The second major expense on the digital side is ad sales. In the TV industry an average salesman will sell $20MM-$40MM a year in advertising. Similar economics exist for glossy magazines on the print side. But if you take that same salesperson and put him or her in digital they will only sell $2MM-$3MM/year. Digital budgets are smaller, the audience is more fragmented, and in digital you don’t get pass-along or other tricks to get advertisers to pay for fictional viewership. One of the problems with addressable advertising is that it is addressable.
In short, sales expense online is 20% of revenue instead of 2% of revenue in traditional media. Distribution costs are 45% of revenue.
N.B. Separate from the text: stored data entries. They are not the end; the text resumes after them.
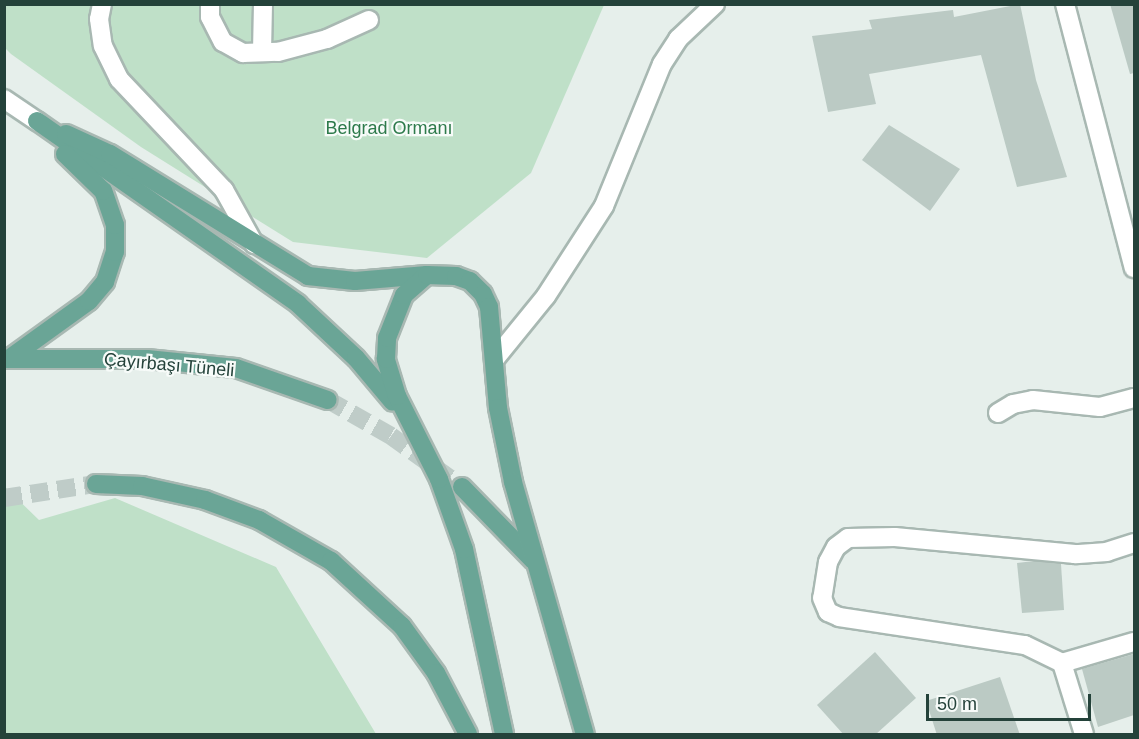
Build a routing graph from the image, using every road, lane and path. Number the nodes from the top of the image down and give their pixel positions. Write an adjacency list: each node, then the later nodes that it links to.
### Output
1 (102, 4): 10 (street)
2 (210, 4): 7 (street)
3 (263, 4): 7 (street)
4 (715, 4): 14 (street)
5 (1065, 4): 11 (street)
6 (369, 20): 7 (street)
7 (262, 52)
8 (4, 99): 9 (street)
9 (37, 121): 10 (main road); 13 (main road); 18 (main road)
10 (254, 244): 12 (main road)
11 (1134, 268)
12 (427, 276): 14 (main road); 18 (main road)
13 (7, 358): 16 (main road, Çayırbaşı Tüneli)
14 (494, 360): 22 (main road)
15 (1134, 398): 17 (street)
16 (328, 400)
17 (998, 413)
18 (421, 440): 27 (main road)
19 (96, 484): 26 (main road)
20 (462, 486): 22 (main road)
21 (1134, 543): 24 (street)
22 (534, 561): 25 (main road)
23 (1134, 642): 24 (street)
24 (1062, 663): 30 (street)
25 (580, 710): 28 (main road); 29 (main road)
26 (468, 735)
27 (504, 735)
28 (585, 735)
29 (595, 735)
30 (1084, 735)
That means two thirds of your revenue is consumed before you even produce a single piece of content.
As far as I can tell, the winners in online content have all adopted one of three strategies: 1.) Create a platform where other people give you massive amounts of free content (like The Huffington Post) because it drives free traffic via SEO, 2.) Build/buy an ad network so you have a profitable business attached to an otherwise unprofitable business, or 3.) Make money by selling digital content to a movie studio or TV network.
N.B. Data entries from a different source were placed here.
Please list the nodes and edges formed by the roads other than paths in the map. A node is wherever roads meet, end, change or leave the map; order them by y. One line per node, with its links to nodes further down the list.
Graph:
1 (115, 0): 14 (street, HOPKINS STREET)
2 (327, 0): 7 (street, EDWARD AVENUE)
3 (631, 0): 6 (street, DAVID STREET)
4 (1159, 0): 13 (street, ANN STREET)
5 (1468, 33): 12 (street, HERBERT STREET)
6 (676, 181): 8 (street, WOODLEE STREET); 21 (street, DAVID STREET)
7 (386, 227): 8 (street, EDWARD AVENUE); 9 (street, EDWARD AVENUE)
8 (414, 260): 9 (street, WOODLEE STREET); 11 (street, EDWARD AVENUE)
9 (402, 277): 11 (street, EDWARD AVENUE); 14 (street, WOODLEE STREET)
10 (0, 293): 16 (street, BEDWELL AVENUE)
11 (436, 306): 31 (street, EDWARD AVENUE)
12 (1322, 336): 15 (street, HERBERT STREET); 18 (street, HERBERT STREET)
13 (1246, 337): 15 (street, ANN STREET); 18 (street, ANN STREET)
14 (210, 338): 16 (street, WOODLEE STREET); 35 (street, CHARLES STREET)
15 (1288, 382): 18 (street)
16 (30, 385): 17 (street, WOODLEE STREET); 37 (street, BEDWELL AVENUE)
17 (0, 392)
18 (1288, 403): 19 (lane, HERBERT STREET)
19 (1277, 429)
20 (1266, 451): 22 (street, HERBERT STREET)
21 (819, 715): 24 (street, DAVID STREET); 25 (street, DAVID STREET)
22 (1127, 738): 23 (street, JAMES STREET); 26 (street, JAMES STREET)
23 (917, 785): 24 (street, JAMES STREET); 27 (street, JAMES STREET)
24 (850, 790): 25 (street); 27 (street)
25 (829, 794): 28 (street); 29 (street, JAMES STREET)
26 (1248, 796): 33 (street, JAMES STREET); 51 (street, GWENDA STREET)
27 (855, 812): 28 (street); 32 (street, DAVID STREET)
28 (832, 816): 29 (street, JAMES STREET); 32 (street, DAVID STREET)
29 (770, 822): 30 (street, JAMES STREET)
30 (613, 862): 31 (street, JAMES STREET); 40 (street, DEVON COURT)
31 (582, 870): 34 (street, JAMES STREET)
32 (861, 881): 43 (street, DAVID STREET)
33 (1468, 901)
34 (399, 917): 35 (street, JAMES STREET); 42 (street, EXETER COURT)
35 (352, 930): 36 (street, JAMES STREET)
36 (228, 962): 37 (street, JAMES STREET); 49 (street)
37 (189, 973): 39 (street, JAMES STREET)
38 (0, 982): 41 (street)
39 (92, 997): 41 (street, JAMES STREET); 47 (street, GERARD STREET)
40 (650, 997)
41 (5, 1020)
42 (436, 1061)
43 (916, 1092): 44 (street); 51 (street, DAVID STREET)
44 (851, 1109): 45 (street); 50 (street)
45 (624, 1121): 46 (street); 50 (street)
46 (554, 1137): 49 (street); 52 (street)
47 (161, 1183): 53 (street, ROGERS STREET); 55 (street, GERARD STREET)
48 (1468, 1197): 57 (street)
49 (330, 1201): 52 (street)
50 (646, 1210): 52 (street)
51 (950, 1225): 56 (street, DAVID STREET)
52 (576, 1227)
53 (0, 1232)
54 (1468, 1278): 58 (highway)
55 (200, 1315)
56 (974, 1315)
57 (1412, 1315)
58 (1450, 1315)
I don’t think there is a panacea in here for the traditional media businesses, but I suggest exploring options #1 or #2 above if you want to position your business for the next 20 years.
Ian Sigalow
http://sigalow.comIan is a co-founder and partner at Greycroft Partners in New York City. He has been a venture capitalist since 2001.
AUTHOR RobFinn
Posted on 10:13 pm June 27, 2012.
dont forget #4. own sigalow.com.
AUTHOR djlk
Posted on 8:46 am June 28, 2012.
I think your sales per ad salesperson are largely correct for TV and Digital, but where did the $20-$40MM per print rep stat come from? The statistics I’ve heard put print reps for solid circ glossies (excepting the big 3) at round $4-8MM per year.
AUTHOR idsigs
Posted on 3:11 pm June 28, 2012.
@djlk The last two magazine sales reps I have interviewed were doing north of $20MM/yr. These were high-end women’s fashion magazines so it is possible that they were both outliers.